(WORK REQUIRED):
Go through the records and filter out every line lacking the word "Drive"; copy the lines that remain.

(TASK INPUTS):

►

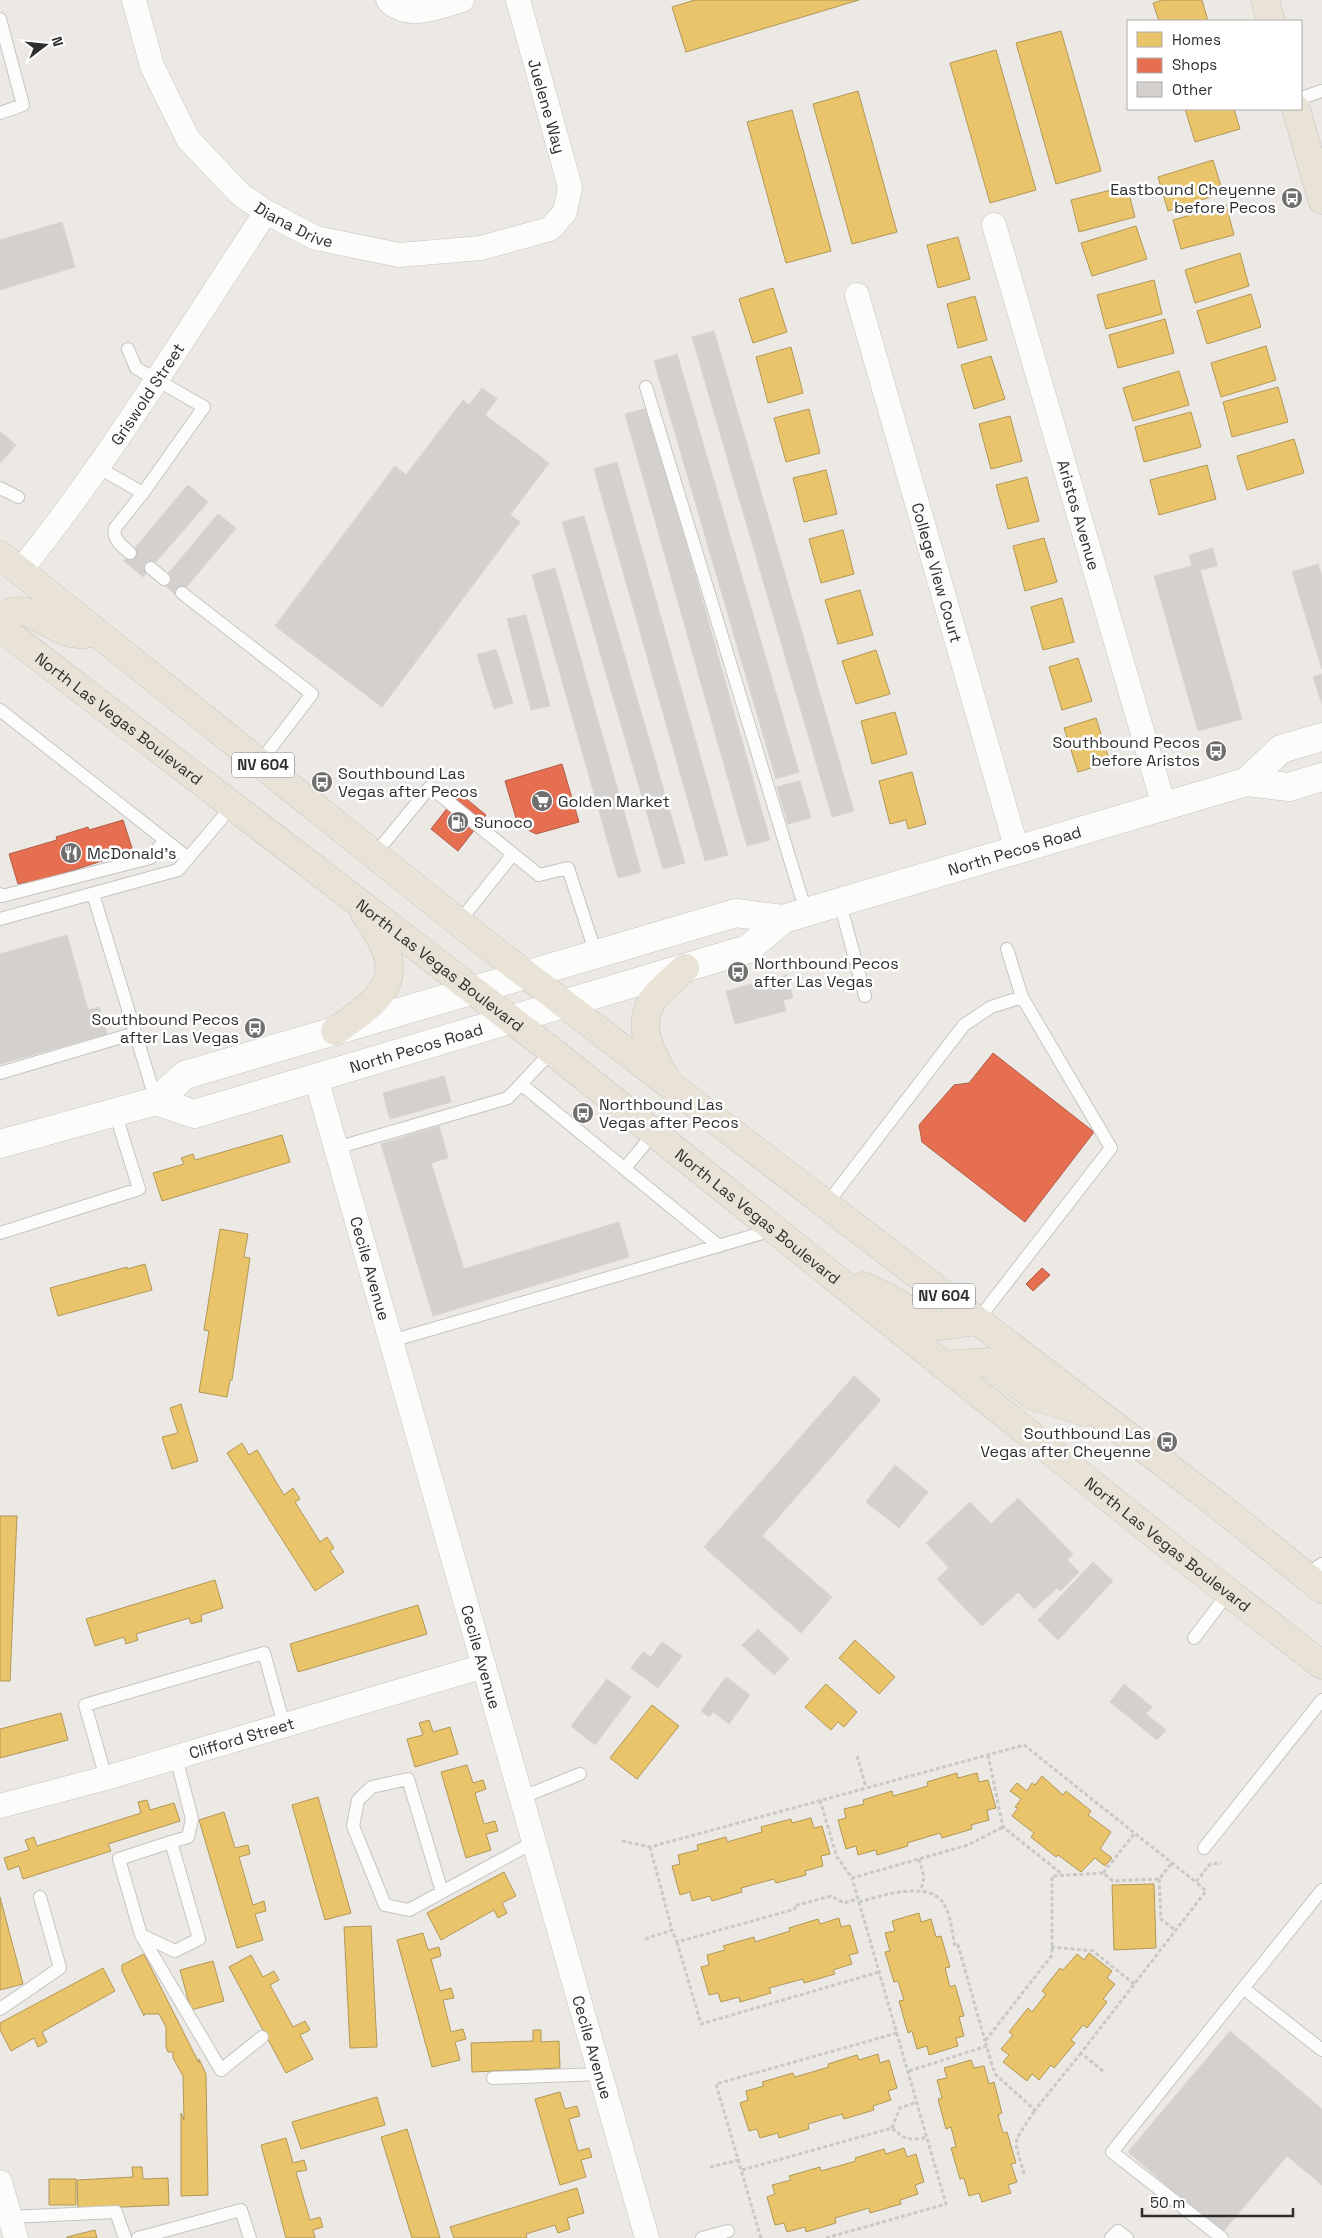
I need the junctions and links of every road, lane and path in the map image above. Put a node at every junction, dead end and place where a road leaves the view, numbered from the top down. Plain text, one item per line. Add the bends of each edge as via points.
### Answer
1 (134, 0) edge
2 (462, 0) edge
3 (518, 0) edge
4 (1264, 0) edge
5 (391, 4) edge
6 (0, 19) edge
7 (1271, 20) edge
8 (1322, 91) edge
9 (1302, 98) edge
10 (1296, 110) edge
11 (0, 113) edge
12 (1322, 200) edge
13 (266, 212) junction
14 (565, 212) joint
15 (994, 225) dead end
16 (858, 295) dead end
17 (128, 349) dead end
18 (156, 380) junction
19 (646, 386) dead end
20 (98, 468) junction
21 (0, 488) edge
22 (143, 493) junction
23 (18, 497) dead end
24 (130, 553) dead end
25 (151, 568) dead end
26 (7, 569) edge
27 (164, 579) dead end
28 (182, 593) dead end
29 (0, 619) edge
30 (0, 627) edge
31 (95, 631) junction
32 (0, 710) edge
33 (1322, 737) edge
34 (260, 762) junction
35 (1322, 777) edge
36 (1246, 782) junction
37 (233, 805) junction
38 (1164, 806) junction
39 (165, 840) junction
40 (1017, 850) junction
41 (375, 854) junction
42 (513, 854) junction
43 (188, 858) junction
44 (93, 894) junction
45 (1, 895) edge
46 (352, 896) junction
47 (840, 903) junction
48 (795, 916) junction
49 (0, 919) edge
50 (459, 922) junction
51 (1008, 949) dead end
52 (596, 954) junction
53 (685, 968) junction
54 (526, 975) junction
55 (474, 990) junction
56 (865, 996) dead end
57 (1022, 997) junction
58 (564, 1005) junction
59 (512, 1020) junction
60 (335, 1031) junction
61 (135, 1033) junction
62 (552, 1051) junction
63 (0, 1073) edge
64 (316, 1078) junction
65 (521, 1084) junction
66 (671, 1087) junction
67 (156, 1101) junction
68 (115, 1112) junction
69 (654, 1133) junction
70 (0, 1144) edge
71 (336, 1148) junction
72 (625, 1168) junction
73 (826, 1205) junction
74 (775, 1229) junction
75 (0, 1233) edge
76 (719, 1246) junction
77 (825, 1269) junction
78 (977, 1321) junction
79 (391, 1341) junction
80 (944, 1365) junction
81 (1103, 1418) junction
82 (1316, 1576) edge
83 (1228, 1592) junction
84 (1284, 1635) junction
85 (1194, 1638) dead end
86 (1322, 1646) edge
87 (1322, 1665) edge
88 (484, 1666) junction
89 (1322, 1700) edge
90 (284, 1725) junction
91 (988, 1755) junction
92 (857, 1756) dead end
93 (176, 1757) junction
94 (580, 1774) dead end
95 (106, 1778) junction
96 (866, 1787) junction
97 (523, 1797) junction
98 (820, 1800) junction
99 (0, 1806) edge
100 (1003, 1827) junction
101 (1135, 1833) junction
102 (622, 1841) dead end
103 (171, 1842) junction
104 (534, 1842) junction
105 (650, 1847) junction
106 (1204, 1848) dead end
107 (919, 1859) junction
108 (1172, 1863) junction
109 (1221, 1863) dead end
110 (1102, 1873) junction
111 (1064, 1876) junction
112 (852, 1878) junction
113 (1159, 1879) junction
114 (1196, 1882) junction
115 (921, 1890) junction
116 (1322, 1890) edge
117 (442, 1892) junction
118 (40, 1897) dead end
119 (859, 1901) junction
120 (672, 1930) junction
121 (1175, 1930) junction
122 (141, 1935) junction
123 (645, 1938) dead end
124 (677, 1942) junction
125 (1051, 1947) junction
126 (879, 1972) junction
127 (1134, 1984) junction
128 (1244, 1988) junction
129 (0, 2009) edge
130 (897, 2032) junction
131 (262, 2037) dead end
132 (985, 2041) junction
133 (987, 2046) junction
134 (1322, 2050) edge
135 (1080, 2053) junction
136 (909, 2071) junction
137 (1103, 2071) dead end
138 (600, 2074) junction
139 (493, 2078) dead end
140 (917, 2102) junction
141 (1035, 2110) junction
142 (892, 2128) junction
143 (928, 2137) junction
144 (739, 2160) junction
145 (710, 2167) dead end
146 (742, 2170) junction
147 (1024, 2174) dead end
148 (0, 2182) edge
149 (13, 2228) edge
150 (728, 2231) dead end
151 (125, 2238) edge
152 (138, 2238) edge
153 (250, 2238) edge
154 (647, 2238) edge
155 (702, 2238) edge
156 (761, 2238) edge
157 (826, 2238) edge
158 (1111, 2238) edge
159 (1127, 2238) edge
160 (1222, 2238) edge

1 - 13 street, Diana Drive via 152,66 188,139 240,194
2 - 5 street via 420,12
3 - 14 street, Juelene Way via 570,187
4 - 7 main road
6 - 11 lane via 23,105
8 - 9 lane
10 - 12 main road
13 - 14 street, Diana Drive via 316,238 399,256 480,248 550,229
13 - 18 street, Griswold Street
15 - 38 street, Aristos Avenue
16 - 40 street, College View Court
17 - 18 lane via 136,368
18 - 20 street, Griswold Street
18 - 22 lane via 204,406
19 - 48 lane
20 - 22 lane
20 - 26 street, Griswold Street via 54,529
21 - 23 lane
22 - 24 lane via 115,528 116,540
25 - 27 lane
26 - 31 main road, NV 604
28 - 34 lane via 312,694
29 - 31 main road via 7,613 25,611 65,632 86,636
30 - 37 main road, North Las Vegas Boulevard / NV 604
31 - 34 main road, NV 604
32 - 39 lane
33 - 36 main road, North Pecos Road via 1281,749
34 - 41 main road, NV 604
35 - 36 main road, North Pecos Road via 1289,787
36 - 38 main road, North Pecos Road
37 - 43 lane
37 - 46 main road, North Las Vegas Boulevard / NV 604
38 - 40 main road, North Pecos Road
39 - 43 lane
39 - 45 lane via 150,858
40 - 47 main road, North Pecos Road
41 - 42 lane via 430,787
41 - 50 main road, NV 604
42 - 50 lane
42 - 52 lane via 539,875 568,868
43 - 44 lane via 178,870
44 - 49 lane
44 - 61 lane
46 - 55 main road, North Las Vegas Boulevard / NV 604
46 - 60 main road via 374,926 390,969 387,985 374,1002
47 - 48 main road, North Pecos Road
47 - 56 lane
48 - 52 main road, North Pecos Road via 736,914
48 - 53 main road, North Pecos Road via 748,950
50 - 54 main road, NV 604
51 - 57 lane
52 - 54 main road, North Pecos Road
53 - 58 main road, North Pecos Road
53 - 66 main road via 652,1002 646,1020 645,1033 650,1052
54 - 55 main road, North Pecos Road
54 - 58 main road, NV 604
55 - 59 main road, North Las Vegas Boulevard / NV 604
55 - 60 main road, North Pecos Road
57 - 73 lane via 992,1007 964,1025
57 - 78 lane via 1111,1148
58 - 59 main road, North Pecos Road
58 - 66 main road, NV 604
59 - 62 main road, North Las Vegas Boulevard / NV 604
59 - 64 main road, North Pecos Road
60 - 67 main road, North Pecos Road via 185,1075
61 - 63 lane
61 - 67 lane
62 - 65 lane
62 - 69 main road, North Las Vegas Boulevard / NV 604
64 - 67 main road, North Pecos Road via 194,1114
64 - 71 street, Cecile Avenue
65 - 71 lane via 508,1098
65 - 72 lane
66 - 73 main road, NV 604
67 - 68 main road, North Pecos Road
68 - 70 main road, North Pecos Road
68 - 75 lane via 139,1189
69 - 72 lane
69 - 74 main road, North Las Vegas Boulevard / NV 604
71 - 79 street, Cecile Avenue
72 - 76 lane
73 - 78 main road, NV 604
74 - 76 lane
74 - 77 main road, North Las Vegas Boulevard / NV 604
76 - 79 lane
77 - 78 main road via 891,1299 935,1327
77 - 80 main road, North Las Vegas Boulevard / NV 604
78 - 81 main road, NV 604
79 - 88 street, Cecile Avenue
80 - 81 main road via 988,1362 1033,1396
80 - 83 main road, North Las Vegas Boulevard / NV 604
81 - 82 main road, NV 604
83 - 84 main road, North Las Vegas Boulevard / NV 604
83 - 85 lane
84 - 86 main road
84 - 87 main road, North Las Vegas Boulevard / NV 604
88 - 90 street, Clifford Street
88 - 97 street, Cecile Avenue
89 - 106 lane
90 - 93 street, Clifford Street
90 - 95 lane via 264,1653 85,1705
91 - 96 path
91 - 100 path
91 - 101 path via 1024,1745
92 - 96 path
93 - 95 street, Clifford Street
93 - 103 lane via 192,1819 188,1837
94 - 97 lane
95 - 99 street, Clifford Street
96 - 98 path
97 - 104 street, Cecile Avenue
98 - 105 path
98 - 112 path via 837,1857
100 - 107 path via 968,1845
100 - 111 path
101 - 108 path
101 - 110 path
102 - 105 path
103 - 122 lane via 119,1859
103 - 122 lane via 199,1939 175,1952
104 - 117 lane
104 - 138 street, Cecile Avenue
105 - 120 path
107 - 112 path
107 - 115 path via 924,1877
108 - 113 path
108 - 114 path
109 - 114 path via 1210,1864
110 - 111 path
110 - 113 path via 1114,1881
111 - 125 path via 1052,1876
112 - 119 path
113 - 121 path via 1161,1919
114 - 121 path via 1206,1891
115 - 119 path
115 - 132 path via 941,1900 948,1913
116 - 128 lane
117 - 117 lane via 409,1910 385,1905 353,1826 358,1800 372,1787 408,1779
118 - 129 lane via 60,1968
119 - 124 path via 844,1903 831,1896
119 - 126 path
120 - 123 path
120 - 124 path
121 - 127 path
122 - 131 lane via 221,2070
124 - 126 path via 701,2024
125 - 127 path via 1093,1951
125 - 132 path via 1052,1956
126 - 130 path
127 - 135 path
128 - 134 lane
128 - 160 lane via 1112,2152
130 - 136 path
130 - 144 path via 716,2084
132 - 133 path
133 - 136 path
133 - 141 path via 995,2074
135 - 137 path
135 - 141 path
136 - 140 path
138 - 139 lane
138 - 154 street, Cecile Avenue
140 - 142 path via 900,2108
140 - 143 path
141 - 147 path via 1017,2138
142 - 143 path via 912,2140
142 - 146 path
143 - 157 path via 946,2204
144 - 145 path
144 - 146 path
146 - 156 path
148 - 149 street
149 - 151 lane via 116,2212
150 - 155 lane
152 - 153 lane via 241,2210
158 - 159 lane via 1118,2231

◄

(RESULT OF THE TASK):
1 - 13 street, Diana Drive via 152,66 188,139 240,194
13 - 14 street, Diana Drive via 316,238 399,256 480,248 550,229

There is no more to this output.